L’Economia della Nonna

Ci sono nonne che insegnano a fare i tortellini ma entrambe le mie nonne mi hanno insegnato – a loro modo- l’economia.
La Nonna da parte di mamma ha insegnato l’onestà ferrea: qualsiasi cosa onesta va bene. Ma anche l’economia domestica: bisogna risparmiare soprattutto il tempo. La casa in ordine viene dopo il lavoro e solo se si ha tempo. Se si hanno gli ingredienti è meglio, ma si può cucinare anche con poco. Nel tanto, ci sta il tanto e ci sta il poco, al massimo se avanza lo congeli. La generosità è ottima, ma non deve saperlo nessuno.

La Nonna di parte di papà continua ancora oggi a stupirmi per i suoi insegnamenti. Ha 80 anni e da soli 7 anni ha abbandonato il negozio di abbigliamento-merceria in cui ha lavorato per tutta la vita.
Uno dei punti cardine dell’educazione economica della Nonna commerciante (Tsipras ascolta!) è che non si fanno i POUF. I POUF sono i debiti, culmine della vergogna, appena un gradino sotto il rubare.
Per questione d’onore, onestà e integrità, ma i POUF non sono concessi neanche per rivendere: Pochèti, tochèti ha sentenziato la Nonna quando spiegava alla nipotina delle scuole elementari il ruolo del fornitore e del magazzino. Come mi ha poi chiarito, è meglio che la roba in magazzino sia poca, ma acquistata e pagata, cioè tua, piuttosto che comprata con l’illusione di venderla tutta e magari guadagnarci. Perché vendere non è automatico né certo.
Da quando ho cominciato a lavorare, la Nonna è scandalizzata perché ritardo spesso e volentieri l’emissione delle fatture e soprattutto perché, secondo lei, chiedo un compenso troppo basso. Un altro degli insegnamenti della Nonna infatti è chiedi un po’ più del giusto, che se il cliente è disposto a pagare ti va bene e se invece vuole uno sconto glielo puoi fare contando comunque su del guadagno. Pur condividendo in linea di principio, non la ascolto, perché – sono infantile in questo – chiedere soldi mi mette un po’ in imbarazzo. Ma la Nonna, si spinge anche più in là: cliente rompiscatole con soldi = il prezzo raddoppia. Ha ragione e ha sempre avuto una gran faccia di tolla, io testimone.

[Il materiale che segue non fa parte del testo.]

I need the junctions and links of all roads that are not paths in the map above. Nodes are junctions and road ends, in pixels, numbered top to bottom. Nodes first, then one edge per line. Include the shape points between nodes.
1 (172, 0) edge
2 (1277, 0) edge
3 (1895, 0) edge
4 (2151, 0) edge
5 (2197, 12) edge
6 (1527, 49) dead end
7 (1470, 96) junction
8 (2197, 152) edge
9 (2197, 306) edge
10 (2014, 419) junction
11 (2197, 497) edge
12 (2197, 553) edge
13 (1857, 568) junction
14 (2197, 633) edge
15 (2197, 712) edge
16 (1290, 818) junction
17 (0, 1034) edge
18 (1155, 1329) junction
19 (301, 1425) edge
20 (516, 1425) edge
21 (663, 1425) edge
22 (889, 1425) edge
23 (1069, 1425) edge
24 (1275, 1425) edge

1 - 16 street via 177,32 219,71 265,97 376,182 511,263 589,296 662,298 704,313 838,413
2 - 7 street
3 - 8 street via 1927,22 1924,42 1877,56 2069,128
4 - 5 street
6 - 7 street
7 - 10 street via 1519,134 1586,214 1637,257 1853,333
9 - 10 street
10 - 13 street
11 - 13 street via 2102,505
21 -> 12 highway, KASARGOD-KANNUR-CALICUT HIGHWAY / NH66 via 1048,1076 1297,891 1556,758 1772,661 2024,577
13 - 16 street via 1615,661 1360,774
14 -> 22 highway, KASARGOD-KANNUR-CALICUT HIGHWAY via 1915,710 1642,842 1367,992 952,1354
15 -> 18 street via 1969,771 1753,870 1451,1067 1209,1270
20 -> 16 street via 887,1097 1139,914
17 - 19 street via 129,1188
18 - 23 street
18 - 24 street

Infine, la Nonna commerciante mi ha fornito il primo esempio di efficacia della comunicazione di marketing e del ruolo di opinion leader. Il marketing: porti in negozio la nipotina, sulla quale hai sviluppato una storia diffusa nella città, e i clienti entrano per curiosità e poi acquistano. In mancanza della mascotte fisica, aggiorni le gigantografie fotografie dietro alla cassa, per fornire nuove storie, racconti, chiacchiere e propinare, con un po’ di fortuna, una vestaglietta o un reggiseno in più. L’opinion leader è in grado di sostenere la tesi della gonna che si porta aderente “si porta così, non le segue le sfilate?” e il giorno successivo quella della gonna, la stessa, che si porta “blousante”, larga “si porta così, non le segue le sfilate?”. Molto credente, la Nonna mi ha specificato che non si tratta di bugie, ma che sono astuzie del mestiere, gliel’ha confermato anche il suo parroco.